McLeod Group guest blog by Roy Culpeper, June 19, 2018
I first met Gerry Helleiner as a young professor, when I was an undergraduate at the University of Toronto in the late 1960s. He was teaching a course on the role of international trade and investment in economic development – for good or ill. His teaching focused on the practical: on how and why developing economies actually worked (or didn’t work well), and what sorts of international and domestic policies facilitate or undermine development.
For many students like me, frustrated by courses in economic theory with little relation to the “real world”, never mind applicability to the developing world, this was a breath of fresh air. Not surprisingly, students flocked to his courses, inspired by his passion about the development challenge, and many went on to satisfying careers as practitioners, researchers or academics.
Now, 50 years later, Helleiner has published Toward a Better World: Memoirs of a Life in International and Development Economics. They will be fascinating to all who have been engaged in development practice, research and policy during the postwar decades. But they will also appeal to students and others contemplating careers in international affairs, and all those interested in deepening their understanding of how the developing world got to where it is today. Much of Helleiner’s account dwells on sub-Saharan Africa, the focus of his concerns and interests, where some of the most challenging problems persist to this day.
Helleiner’s career tracks the arc of development thinking, policy and practice over almost six decades. It is a testament to a man who has dedicated his life to helping create a better world, as the title of his memoirs suggests. But this is not a work of self-congratulation. Helleiner’s humility – not a strong suit among many professional economists – is evident and genuine throughout his narrative.
Early in his career Helleiner concluded that “external” development economists like him (from the North) could be of most help to developing countries in two ways. First, by helping reduce the international constraints imposed on developing countries by the rules of trade, the behaviour of foreign investors, and the policy conditionality of aid agencies and international institutions such as the World Bank and the IMF. Second, by building developing countries’ capacity to make policy decisions in their best interest.
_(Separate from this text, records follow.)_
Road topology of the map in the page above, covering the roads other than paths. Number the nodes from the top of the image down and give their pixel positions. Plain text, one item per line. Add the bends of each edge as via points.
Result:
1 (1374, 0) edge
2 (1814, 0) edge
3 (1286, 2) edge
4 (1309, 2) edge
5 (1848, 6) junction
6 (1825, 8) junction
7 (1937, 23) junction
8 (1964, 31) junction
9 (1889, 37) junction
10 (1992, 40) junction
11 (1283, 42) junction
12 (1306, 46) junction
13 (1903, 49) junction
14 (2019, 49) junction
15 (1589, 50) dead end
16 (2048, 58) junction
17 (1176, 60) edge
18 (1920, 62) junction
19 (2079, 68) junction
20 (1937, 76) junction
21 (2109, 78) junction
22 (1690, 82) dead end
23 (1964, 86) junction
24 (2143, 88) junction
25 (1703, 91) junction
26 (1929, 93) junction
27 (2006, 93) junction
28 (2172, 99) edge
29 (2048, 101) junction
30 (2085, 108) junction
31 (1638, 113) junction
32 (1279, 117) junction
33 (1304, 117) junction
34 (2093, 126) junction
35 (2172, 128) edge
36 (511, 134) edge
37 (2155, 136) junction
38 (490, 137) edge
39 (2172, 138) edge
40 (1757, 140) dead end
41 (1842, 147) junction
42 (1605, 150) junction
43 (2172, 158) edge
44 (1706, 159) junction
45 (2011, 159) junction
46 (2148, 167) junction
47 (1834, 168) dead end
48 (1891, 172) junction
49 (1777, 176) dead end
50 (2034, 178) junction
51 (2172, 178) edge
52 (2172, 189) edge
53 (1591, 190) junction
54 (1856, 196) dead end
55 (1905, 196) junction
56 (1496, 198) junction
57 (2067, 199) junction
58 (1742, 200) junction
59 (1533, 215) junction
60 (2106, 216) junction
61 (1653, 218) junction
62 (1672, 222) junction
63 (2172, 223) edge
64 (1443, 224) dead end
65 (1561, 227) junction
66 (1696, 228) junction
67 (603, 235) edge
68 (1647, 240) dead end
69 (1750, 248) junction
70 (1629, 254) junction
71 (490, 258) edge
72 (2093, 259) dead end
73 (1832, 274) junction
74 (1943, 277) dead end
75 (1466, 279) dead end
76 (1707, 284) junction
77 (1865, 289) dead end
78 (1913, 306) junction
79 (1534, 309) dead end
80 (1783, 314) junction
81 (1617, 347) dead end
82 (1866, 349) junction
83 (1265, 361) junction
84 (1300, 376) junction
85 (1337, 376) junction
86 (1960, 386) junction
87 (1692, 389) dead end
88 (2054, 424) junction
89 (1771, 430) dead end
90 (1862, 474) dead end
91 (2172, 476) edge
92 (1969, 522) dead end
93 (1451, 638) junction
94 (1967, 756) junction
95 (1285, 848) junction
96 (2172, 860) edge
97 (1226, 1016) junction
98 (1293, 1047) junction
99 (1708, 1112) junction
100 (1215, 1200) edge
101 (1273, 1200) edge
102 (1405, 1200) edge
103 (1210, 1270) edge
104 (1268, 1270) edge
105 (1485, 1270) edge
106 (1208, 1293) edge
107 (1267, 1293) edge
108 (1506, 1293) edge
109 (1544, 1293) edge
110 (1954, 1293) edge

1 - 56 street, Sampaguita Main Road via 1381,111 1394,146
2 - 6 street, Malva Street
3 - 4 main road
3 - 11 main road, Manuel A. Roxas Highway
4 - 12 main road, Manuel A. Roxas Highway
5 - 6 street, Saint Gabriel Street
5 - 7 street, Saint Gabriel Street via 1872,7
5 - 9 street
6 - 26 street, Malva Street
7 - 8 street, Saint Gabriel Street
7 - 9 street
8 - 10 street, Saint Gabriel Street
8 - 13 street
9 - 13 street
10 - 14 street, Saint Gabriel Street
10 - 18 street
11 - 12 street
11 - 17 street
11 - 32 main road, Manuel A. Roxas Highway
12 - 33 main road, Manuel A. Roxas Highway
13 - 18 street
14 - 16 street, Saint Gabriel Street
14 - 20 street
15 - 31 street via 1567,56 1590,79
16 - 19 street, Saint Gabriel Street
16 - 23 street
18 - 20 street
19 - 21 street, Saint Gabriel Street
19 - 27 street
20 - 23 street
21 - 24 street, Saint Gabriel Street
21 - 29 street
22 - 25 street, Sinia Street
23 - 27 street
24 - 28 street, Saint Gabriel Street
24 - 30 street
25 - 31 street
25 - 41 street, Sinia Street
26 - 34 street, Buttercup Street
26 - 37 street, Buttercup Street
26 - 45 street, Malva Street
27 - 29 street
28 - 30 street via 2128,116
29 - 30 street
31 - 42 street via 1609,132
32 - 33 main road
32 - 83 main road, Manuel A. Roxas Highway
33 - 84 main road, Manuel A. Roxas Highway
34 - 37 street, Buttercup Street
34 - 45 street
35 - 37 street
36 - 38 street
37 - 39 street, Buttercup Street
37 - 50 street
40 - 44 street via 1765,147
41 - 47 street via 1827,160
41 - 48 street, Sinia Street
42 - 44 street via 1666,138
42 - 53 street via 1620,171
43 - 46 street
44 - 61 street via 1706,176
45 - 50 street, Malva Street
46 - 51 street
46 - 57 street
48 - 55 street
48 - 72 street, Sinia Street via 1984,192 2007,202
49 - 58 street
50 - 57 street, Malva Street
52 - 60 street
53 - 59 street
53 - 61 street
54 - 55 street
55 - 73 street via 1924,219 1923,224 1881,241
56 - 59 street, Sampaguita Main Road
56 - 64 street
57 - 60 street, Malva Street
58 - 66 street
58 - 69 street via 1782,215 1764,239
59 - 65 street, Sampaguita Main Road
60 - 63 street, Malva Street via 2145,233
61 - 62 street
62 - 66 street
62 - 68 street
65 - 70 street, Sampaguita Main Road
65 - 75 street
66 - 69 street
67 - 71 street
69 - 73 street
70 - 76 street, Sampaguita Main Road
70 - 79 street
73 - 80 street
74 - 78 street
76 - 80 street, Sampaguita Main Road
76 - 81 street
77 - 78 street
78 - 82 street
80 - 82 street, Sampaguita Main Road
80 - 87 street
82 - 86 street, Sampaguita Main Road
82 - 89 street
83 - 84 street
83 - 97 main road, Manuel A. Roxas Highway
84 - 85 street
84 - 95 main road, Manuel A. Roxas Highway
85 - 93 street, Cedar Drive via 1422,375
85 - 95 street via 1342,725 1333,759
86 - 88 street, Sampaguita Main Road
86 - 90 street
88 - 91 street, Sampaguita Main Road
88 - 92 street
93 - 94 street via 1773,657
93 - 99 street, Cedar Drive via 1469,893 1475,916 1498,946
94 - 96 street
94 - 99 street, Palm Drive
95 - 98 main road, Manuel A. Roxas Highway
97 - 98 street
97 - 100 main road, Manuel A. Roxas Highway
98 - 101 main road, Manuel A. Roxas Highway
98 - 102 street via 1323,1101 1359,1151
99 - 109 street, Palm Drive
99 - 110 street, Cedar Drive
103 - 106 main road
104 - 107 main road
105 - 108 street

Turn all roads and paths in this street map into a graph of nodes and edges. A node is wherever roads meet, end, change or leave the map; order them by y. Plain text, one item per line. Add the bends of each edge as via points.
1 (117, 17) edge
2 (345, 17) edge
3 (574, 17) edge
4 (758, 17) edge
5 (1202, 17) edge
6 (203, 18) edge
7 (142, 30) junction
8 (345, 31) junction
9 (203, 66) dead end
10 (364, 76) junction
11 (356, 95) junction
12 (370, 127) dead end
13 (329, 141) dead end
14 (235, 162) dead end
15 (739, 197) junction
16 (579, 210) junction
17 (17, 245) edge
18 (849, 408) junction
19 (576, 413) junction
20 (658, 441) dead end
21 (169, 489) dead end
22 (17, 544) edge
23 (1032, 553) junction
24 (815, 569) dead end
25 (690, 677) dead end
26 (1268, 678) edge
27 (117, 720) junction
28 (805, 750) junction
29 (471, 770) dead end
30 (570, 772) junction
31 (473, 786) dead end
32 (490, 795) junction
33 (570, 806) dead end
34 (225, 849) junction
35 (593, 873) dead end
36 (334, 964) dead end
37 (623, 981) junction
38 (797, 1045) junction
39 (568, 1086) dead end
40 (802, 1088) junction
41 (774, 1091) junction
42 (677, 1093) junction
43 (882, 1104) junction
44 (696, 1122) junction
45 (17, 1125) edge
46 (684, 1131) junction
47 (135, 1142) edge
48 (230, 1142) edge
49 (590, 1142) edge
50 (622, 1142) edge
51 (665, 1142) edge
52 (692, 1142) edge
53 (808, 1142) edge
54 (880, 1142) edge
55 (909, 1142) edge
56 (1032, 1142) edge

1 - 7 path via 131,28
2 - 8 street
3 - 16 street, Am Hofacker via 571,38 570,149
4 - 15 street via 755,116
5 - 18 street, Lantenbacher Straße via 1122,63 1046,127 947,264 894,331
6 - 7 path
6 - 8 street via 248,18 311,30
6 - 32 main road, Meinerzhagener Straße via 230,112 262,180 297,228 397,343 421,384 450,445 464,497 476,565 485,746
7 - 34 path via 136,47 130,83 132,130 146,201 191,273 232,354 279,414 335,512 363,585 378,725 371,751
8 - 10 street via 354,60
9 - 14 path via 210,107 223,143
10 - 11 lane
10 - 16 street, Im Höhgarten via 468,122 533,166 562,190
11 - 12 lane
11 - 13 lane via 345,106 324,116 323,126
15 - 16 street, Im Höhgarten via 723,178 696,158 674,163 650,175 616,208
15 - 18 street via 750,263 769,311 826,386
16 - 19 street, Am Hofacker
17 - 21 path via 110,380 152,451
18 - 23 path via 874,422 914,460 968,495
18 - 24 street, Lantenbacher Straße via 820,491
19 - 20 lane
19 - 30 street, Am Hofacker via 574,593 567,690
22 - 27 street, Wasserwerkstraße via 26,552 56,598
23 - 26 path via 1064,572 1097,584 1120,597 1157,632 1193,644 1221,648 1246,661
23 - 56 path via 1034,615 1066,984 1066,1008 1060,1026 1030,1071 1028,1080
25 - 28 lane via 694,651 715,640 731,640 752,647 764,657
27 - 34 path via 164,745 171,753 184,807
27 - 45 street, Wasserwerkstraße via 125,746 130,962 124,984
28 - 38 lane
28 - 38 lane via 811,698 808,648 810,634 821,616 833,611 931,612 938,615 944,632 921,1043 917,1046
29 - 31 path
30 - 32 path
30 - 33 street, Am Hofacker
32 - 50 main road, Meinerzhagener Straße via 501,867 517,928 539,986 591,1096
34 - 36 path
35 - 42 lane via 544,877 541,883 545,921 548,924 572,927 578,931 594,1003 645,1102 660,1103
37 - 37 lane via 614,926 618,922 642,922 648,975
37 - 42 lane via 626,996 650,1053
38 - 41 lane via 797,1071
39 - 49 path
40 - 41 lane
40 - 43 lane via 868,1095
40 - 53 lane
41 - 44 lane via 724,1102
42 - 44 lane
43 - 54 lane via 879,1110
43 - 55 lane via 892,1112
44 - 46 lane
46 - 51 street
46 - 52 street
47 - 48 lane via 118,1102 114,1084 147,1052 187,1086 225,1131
Helleiner’s account illustrates how he fulfilled these aims. He was among the pioneers seeking alternatives to the much-criticized structural adjustment programs of the 1980s, particularly in Africa. He played an active role in seeking to reduce the debt burden on poor African countries. And he was active in bringing about a more balanced relationship between Tanzania and its donors. As for capacity building, he was involved in the genesis of crucially important institutions such as the African Economic Research Consortium and the African Capacity Building Foundation.
Helleiner is a consummate pragmatist who eschews dogmatism, whether of the Marxist or neoliberal variety. He describes his political orientation as that of a social democrat. As far as economic doctrines are concerned, he clearly leans toward Keynes, not the Chicago School. And while he is a stalwart advocate of the usefulness of empirical, evidence-based economic analysis as a contributor toward social progress, he fears that over the past few decades, economics has lost its way with its preoccupation with abstract modelling, econometric methodology and increasing recourse to the language of mathematics. He feels that those concerned with equity and social justice are unlikely to find in economics a discipline that is useful in addressing those concerns.
In Canada, Gerry Helleiner has enjoyed interacting with the development NGO community, as a speaker or resource person. He speaks with pride about being a founding board member, and later chair, of the North-South Institute, and laments its demise under the Harper government. His relationship with Canadian officialdom was often fraught. In one of his chapters, “Trying to Influence Canadian Foreign Policy”, he chronicles his many attempts over the years to make Canada less self-serving (or simply misguided) in its policies toward developing countries.
The memoirs conclude with a call for solidarity with the weak and vulnerable. He reminds us that considerable progress has been achieved by the world’s poor, but much remains to be done, and he appeals to his readers to keep up the struggle.
Roy Culpeper (Ph.D., University of Toronto, 1975) is proud that he was the first of many doctoral students to have Gerry Helleiner as his thesis supervisor.